Some of us have other objections to change. However, the arguments that we first must have total tort reform to protect us from malpractice or that we first need additional studies of the newest test or procedure because last year's are not relevant don't resonate with our patients, the payers, or the Congress.
We can lead health care reform by putting our energies into improving quality. If we get out in front, it will be a very powerful way for us to also shape payment reform—that is, getting us paid well for doing the right things and not simply for the number of things. Jack Lewin, MD, the Chief Executive Officer of the ACC, has often said that if you are not at the table in shaping health care reform, then you will likely be on the menu.
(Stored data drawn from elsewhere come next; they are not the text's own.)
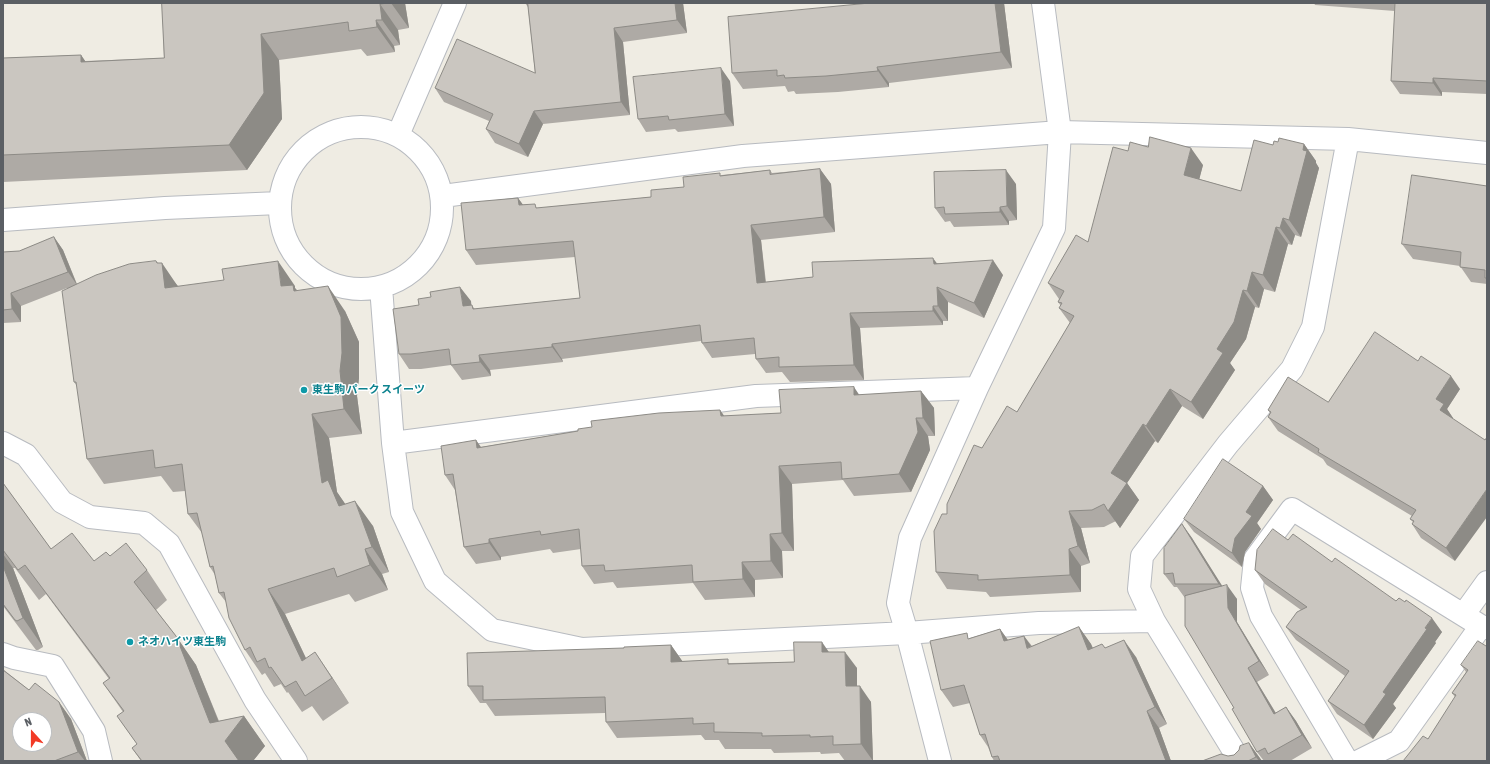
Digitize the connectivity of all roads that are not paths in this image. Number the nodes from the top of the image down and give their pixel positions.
1 (455, 3) edge
2 (1043, 3) edge
3 (1060, 132) junction
4 (398, 135) junction
5 (1348, 139) junction
6 (1487, 154) edge
7 (442, 196) junction
8 (279, 204) junction
9 (3, 220) edge
10 (380, 287) junction
11 (977, 388) junction
12 (3, 443) edge
13 (393, 443) junction
14 (1487, 582) edge
15 (1154, 621) junction
16 (1477, 623) edge
17 (907, 633) junction
18 (3, 654) edge
19 (101, 761) edge
20 (296, 761) edge
21 (940, 761) edge
22 (1240, 761) edge
23 (1347, 761) edge
24 (1359, 761) edge

1 - 4 street
2 - 3 street
3 - 5 street
3 - 7 street
3 - 11 street
4 - 7 street
4 - 8 street
5 - 6 street
5 - 15 street
7 - 10 street
8 - 9 street
8 - 10 street
10 - 13 street
11 - 13 street
11 - 17 street
12 - 20 street
13 - 17 street
14 - 16 street
15 - 17 street
15 - 22 street
16 - 23 street
16 - 24 street
17 - 21 street
18 - 19 street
Our two fundamental opportunities are to improve patient safety and to increase the value of care provided. We must consistently choose what works best at the lowest cost and apply it until we have found something of better value and more cost effective to replace it. This will be difficult for many of us because we don't think that way—we have been taught to be independent, to be in that upper left personality quadrant—but will it really be so difficult?
I offer an analogy from aviation. Pilots are smart people and strong decision makers who must constantly deal with the unexpected during a flight, but when it comes to flying a certain model of airplane, each uses the same sequence of steps and does each task the same way for that particular aircraft. This was not true some 20 years ago when airlines and pilots determined their own procedures in flying a plane. Aviation experts questioned that approach and found then what we are finding now—the independent approach devoid of standards or criteria was neither safe nor efficient.
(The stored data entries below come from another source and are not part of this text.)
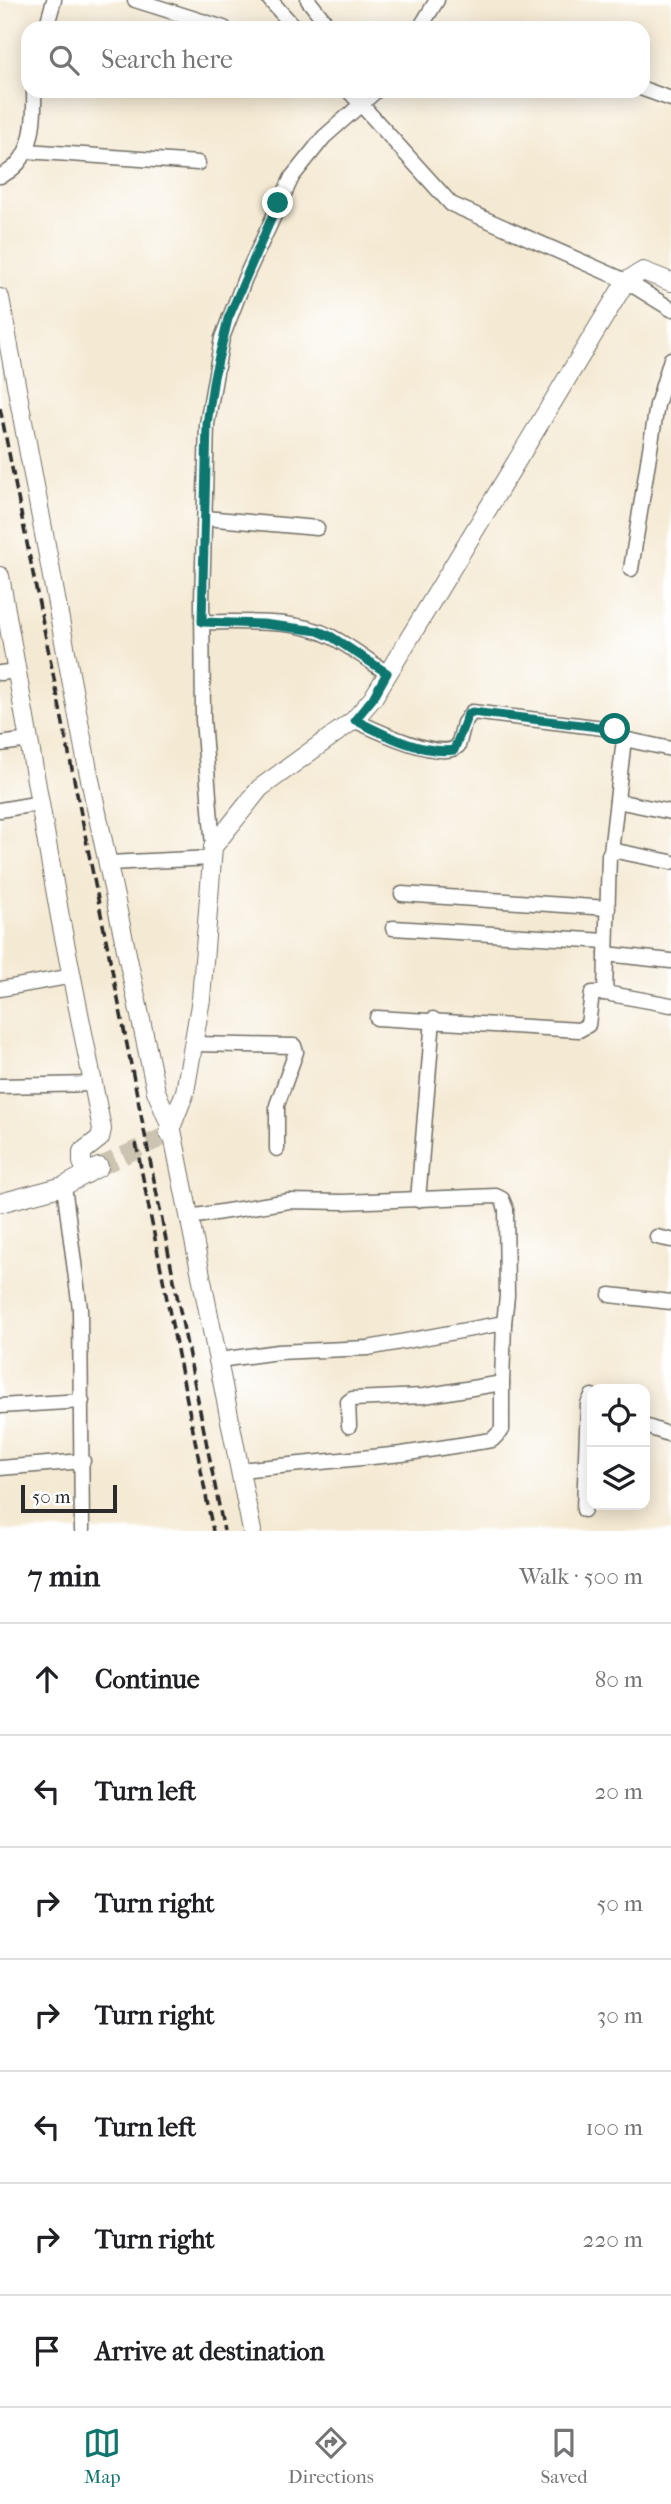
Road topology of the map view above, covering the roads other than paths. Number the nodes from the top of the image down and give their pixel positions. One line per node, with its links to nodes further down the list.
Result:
1 (54, 0): 6 (street)
2 (135, 0): 7 (street)
3 (270, 0): 8 (street)
4 (307, 0): 9 (street)
5 (438, 0): 10 (street)
6 (48, 21)
7 (202, 21)
8 (289, 21)
9 (324, 21)
10 (424, 21)
11 (650, 92): 15 (street)
12 (33, 98): 17 (street)
13 (355, 98): 16 (street)
14 (369, 98): 16 (street)
15 (671, 99)
16 (362, 106): 21 (street); 25 (street)
17 (27, 151): 18 (street); 19 (street)
18 (198, 163)
19 (0, 176)
20 (669, 276): 21 (street)
21 (626, 281): 23 (street); 32 (street)
22 (0, 298): 45 (street)
23 (671, 309)
24 (671, 359): 27 (street)
25 (205, 518): 26 (street); 30 (street)
26 (317, 528)
27 (631, 569)
28 (0, 576): 29 (street)
29 (2, 598): 31 (street)
30 (202, 622): 32 (street); 43 (street)
31 (9, 672): 35 (street)
32 (387, 673): 33 (street)
33 (355, 720): 34 (street); 43 (street)
34 (624, 739): 37 (street); 38 (street)
35 (29, 740): 36 (street); 39 (street)
36 (0, 744)
37 (671, 749)
38 (617, 801): 41 (street); 42 (street)
39 (41, 803): 40 (street); 51 (street)
40 (0, 810)
41 (671, 812)
42 (611, 852): 44 (street); 47 (street)
43 (212, 853): 45 (street); 57 (street)
44 (671, 862)
45 (108, 863): 60 (street)
46 (402, 894): 47 (street)
47 (608, 908): 49 (street)
48 (393, 928): 49 (street)
49 (606, 948): 50 (street); 53 (street)
50 (671, 961)
51 (72, 976): 52 (street); 58 (street)
52 (0, 989)
53 (605, 993): 54 (street); 56 (street)
54 (671, 1005)
55 (377, 1018): 56 (street)
56 (433, 1020): 63 (street)
57 (194, 1044): 60 (street); 61 (street)
58 (94, 1084): 59 (street); 62 (street)
59 (0, 1086)
60 (169, 1133): 65 (street)
61 (277, 1149)
62 (64, 1186): 64 (street); 71 (street)
63 (418, 1200): 65 (street); 68 (street)
64 (0, 1203)
65 (190, 1217): 69 (street)
66 (610, 1295): 67 (street)
67 (671, 1302)
68 (504, 1323): 69 (street); 70 (street)
69 (219, 1360): 79 (street)
70 (502, 1383): 73 (street); 79 (street)
71 (82, 1401): 72 (street); 77 (street)
72 (0, 1406)
73 (349, 1426)
74 (650, 1428): 76 (street)
75 (587, 1430): 80 (street)
76 (671, 1436)
77 (83, 1461): 78 (street); 81 (street)
78 (0, 1468)
79 (240, 1471): 82 (street)
80 (584, 1510)
81 (82, 1531)
82 (252, 1531)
Medicine is not that different. It will still be intellectual and test our abilities to the maximum even if we adhere to what has been shown to be the best and least costly initial approach for the patient.
How do we make cardiovascular medicine safer and more efficient? We follow the guidelines, implement appropriateness criteria, and get feedback on our performance. At present, many of us may be inconsistent at applying the criteria and guidelines because the information resides in a journal on a shelf. However, the lack of an effective information technology infrastructure should not prevent us from doing as much as possible with what we have and what we can control, and we need to pursue an information technology infrastructure.
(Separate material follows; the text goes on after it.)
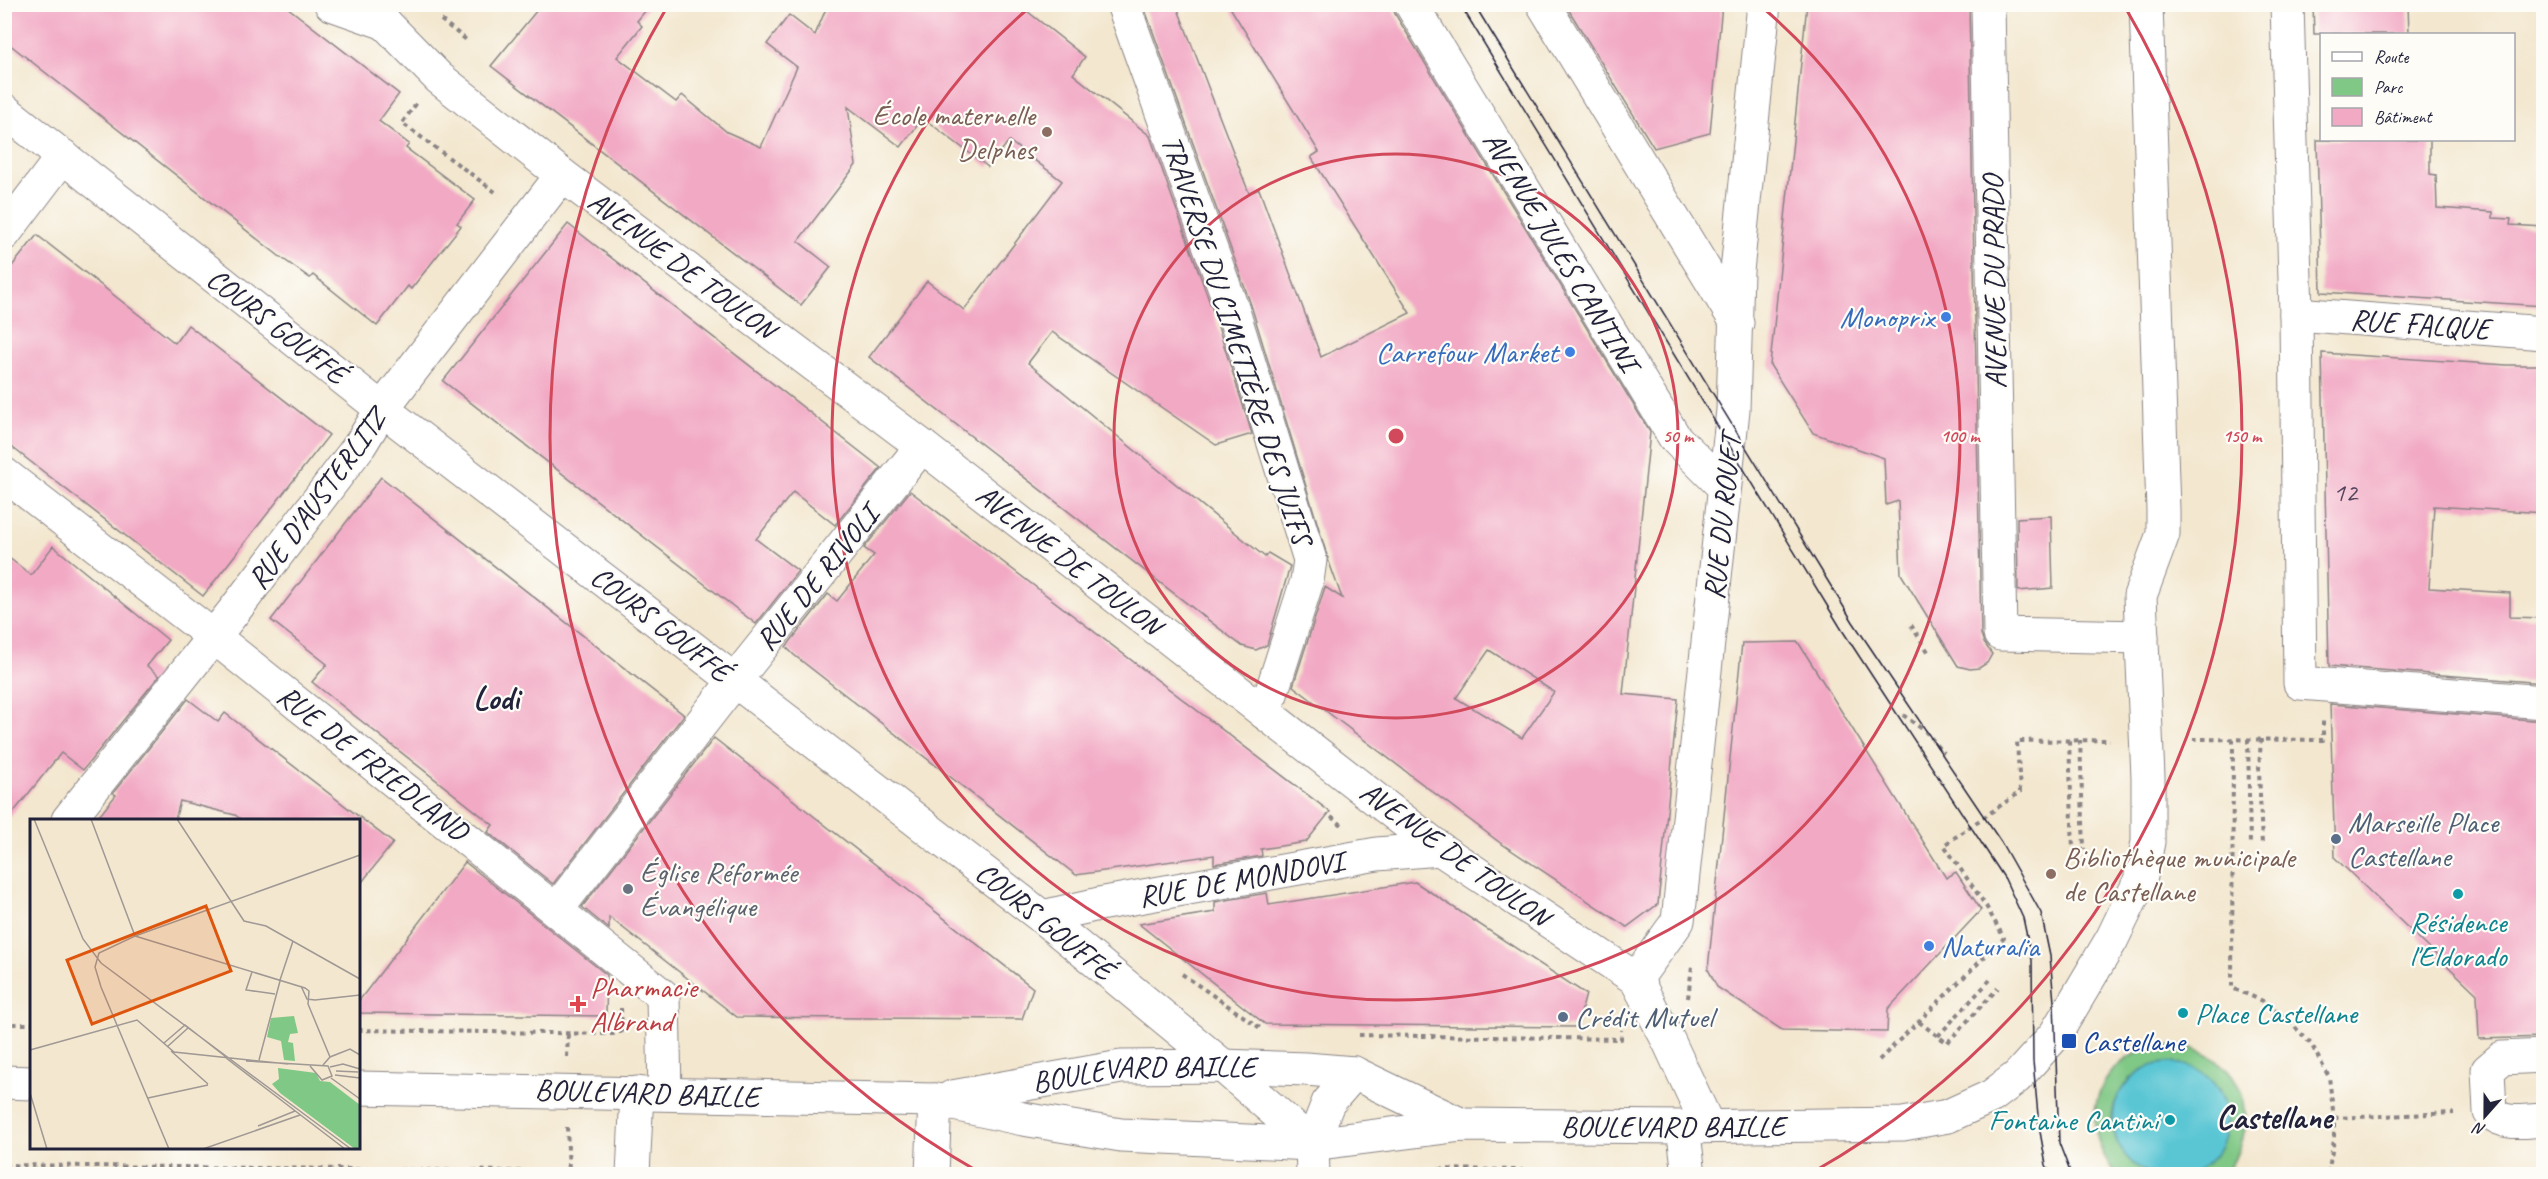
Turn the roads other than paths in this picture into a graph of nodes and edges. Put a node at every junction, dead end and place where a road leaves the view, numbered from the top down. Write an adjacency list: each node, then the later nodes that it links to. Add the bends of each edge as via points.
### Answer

We also need to take advantage of what is available. The ACC has spent millions in the past decade on registries for catheterization labs, for defibrillator implantation, for patients with acute coronary syndromes, and now for patients in the outpatient setting. If you have not done so, I urge you to join your peers and implement these registries, including the new IC3 outpatient registry.
As your president, I pledge to work to ensure that the ACC campaigns aggressively for quality health system reform. Your advocacy dollars will be spent to convince our congressional leaders that we need fair payment when we provide quality care—payment that offsets income reductions for doing fewer and more cost effective procedures.
At the end of the day, though, we must determine a vision for change—a vision of health care professionals who act not out of self interest but in the interest of their patients—and we must communicate and persuade others to follow us. As our Henry Ford Chief Executive Officer says, patients come first. To lower costs and provide more value, we must make health care more convenient, rely on more self care, and use only effective technology. Ironically, putting patients first is the only way to increase our respect and practice viability.
Note: This column is excerpted from Dr. Weaver's Convocation speech, March 31, 2008, Chicago, Illinois.